As a Windows developer, I would like to debug the CLR code and set a breakpoint in the EnterEpilogHelper with Visual Studio to see what are the call stacks that end up to contention. However, I did not find a way to do it with Visual Studio. I turned to WinDBG and things gets “easier”… in a certain way.

Here are the different steps you need to follow before setting a breakpoint on any Core CLR function in WinDBG:

  1. Clone the Core CLR repository from https://github.com/dotnet/coreclr
  2. Build it:
  • Get the Visual Studio, .NET Core SDK, CMake, Python, Powershell prerequisites from the documentation
  • Goto the root folder and type .\build -skiptests to build a DEBUG version of the Core CLR
  • Leave your desk and go to lunch (ok… maybe just take a coffee break)

3. When you go back, the result of the compilation should be available in the following folder:

…\coreclr\bin\Product\Windows_NT.x64.debug.

4. the next step is to use your custom Core CLR build in the application:

  • the application must be self-contained by adding <RuntimeIdentifier>win-x64<RuntimeIdentifier> (or linux-x64 for Linux) in a PropertyGroup section of the .csproj.
  • publish the application by running dotnet publish or from within Visual Studio
  • Click the Configure link and select Debug configuration
  • after clicking Save and Publish, you should now have the result under the \bin\Debug\netcoreapp2.2\publish folder.
  • after clicking Save and Publish, you should now have the result under the \bin\Debug\netcoreapp2.2\publish folder.

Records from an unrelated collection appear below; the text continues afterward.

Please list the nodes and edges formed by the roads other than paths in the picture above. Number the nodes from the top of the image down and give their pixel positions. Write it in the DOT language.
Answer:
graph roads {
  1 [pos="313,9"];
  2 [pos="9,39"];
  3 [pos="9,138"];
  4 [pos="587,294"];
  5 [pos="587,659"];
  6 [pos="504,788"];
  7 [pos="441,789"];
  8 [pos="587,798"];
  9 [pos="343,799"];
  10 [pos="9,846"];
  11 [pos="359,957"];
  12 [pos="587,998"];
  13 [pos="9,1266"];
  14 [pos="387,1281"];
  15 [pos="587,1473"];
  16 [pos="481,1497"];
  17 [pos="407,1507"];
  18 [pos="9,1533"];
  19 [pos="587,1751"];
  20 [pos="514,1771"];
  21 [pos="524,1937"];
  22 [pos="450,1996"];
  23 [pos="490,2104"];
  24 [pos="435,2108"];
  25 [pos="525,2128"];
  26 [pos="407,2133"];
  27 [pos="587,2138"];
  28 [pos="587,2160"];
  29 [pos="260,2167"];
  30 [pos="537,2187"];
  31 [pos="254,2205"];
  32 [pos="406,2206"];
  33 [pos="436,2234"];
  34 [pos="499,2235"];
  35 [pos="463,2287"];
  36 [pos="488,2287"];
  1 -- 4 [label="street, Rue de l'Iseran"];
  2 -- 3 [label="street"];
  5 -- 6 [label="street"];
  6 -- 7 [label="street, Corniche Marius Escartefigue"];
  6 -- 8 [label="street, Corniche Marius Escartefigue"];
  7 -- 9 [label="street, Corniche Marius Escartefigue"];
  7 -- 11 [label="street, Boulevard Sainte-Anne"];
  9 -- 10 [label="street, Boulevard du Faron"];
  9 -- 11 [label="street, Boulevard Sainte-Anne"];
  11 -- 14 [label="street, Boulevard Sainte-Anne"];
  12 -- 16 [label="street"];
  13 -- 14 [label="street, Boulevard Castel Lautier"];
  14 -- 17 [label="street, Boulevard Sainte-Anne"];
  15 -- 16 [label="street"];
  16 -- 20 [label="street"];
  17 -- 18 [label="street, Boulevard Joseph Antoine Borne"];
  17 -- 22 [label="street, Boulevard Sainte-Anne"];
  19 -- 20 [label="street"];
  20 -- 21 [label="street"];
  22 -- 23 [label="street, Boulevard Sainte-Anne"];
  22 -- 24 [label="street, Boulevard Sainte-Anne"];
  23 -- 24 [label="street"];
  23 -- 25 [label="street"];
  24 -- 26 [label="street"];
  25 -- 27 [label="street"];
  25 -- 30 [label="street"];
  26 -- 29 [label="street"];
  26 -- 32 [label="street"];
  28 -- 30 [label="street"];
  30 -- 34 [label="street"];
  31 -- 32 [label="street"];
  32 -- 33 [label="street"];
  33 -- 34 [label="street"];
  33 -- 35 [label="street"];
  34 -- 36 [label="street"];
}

5. It is now time to copy the following files from the Core CLR output to your application publication folder:

  • coreclr.dll (for the native part of the CLR) and System.Private.CoreLib.dll (if the CLR C# code has been modified)
  • in the PDB subfolder, coreclr.pdb and System.Private.CoreLib.pdb
  • note that you might also need the sos.dll and mscordaccore.dll files for any investigation in WinDBG.

If you wonder why the CoreFx repo is not rebuilt, the answer is simple: the contention related code is in the CoreCLR. Also, most of the managed “mscorlib” is defined in System.Private.CoreLib.dll that gets built with CoreCLR. The rest of the BCL is covered by CoreFX and not needed in this investigation.

From running to debugging in WinDBG

You should use corerun.exe instead of dotnet.exe to run an application with the debug version of the Core CLR you’ve just built.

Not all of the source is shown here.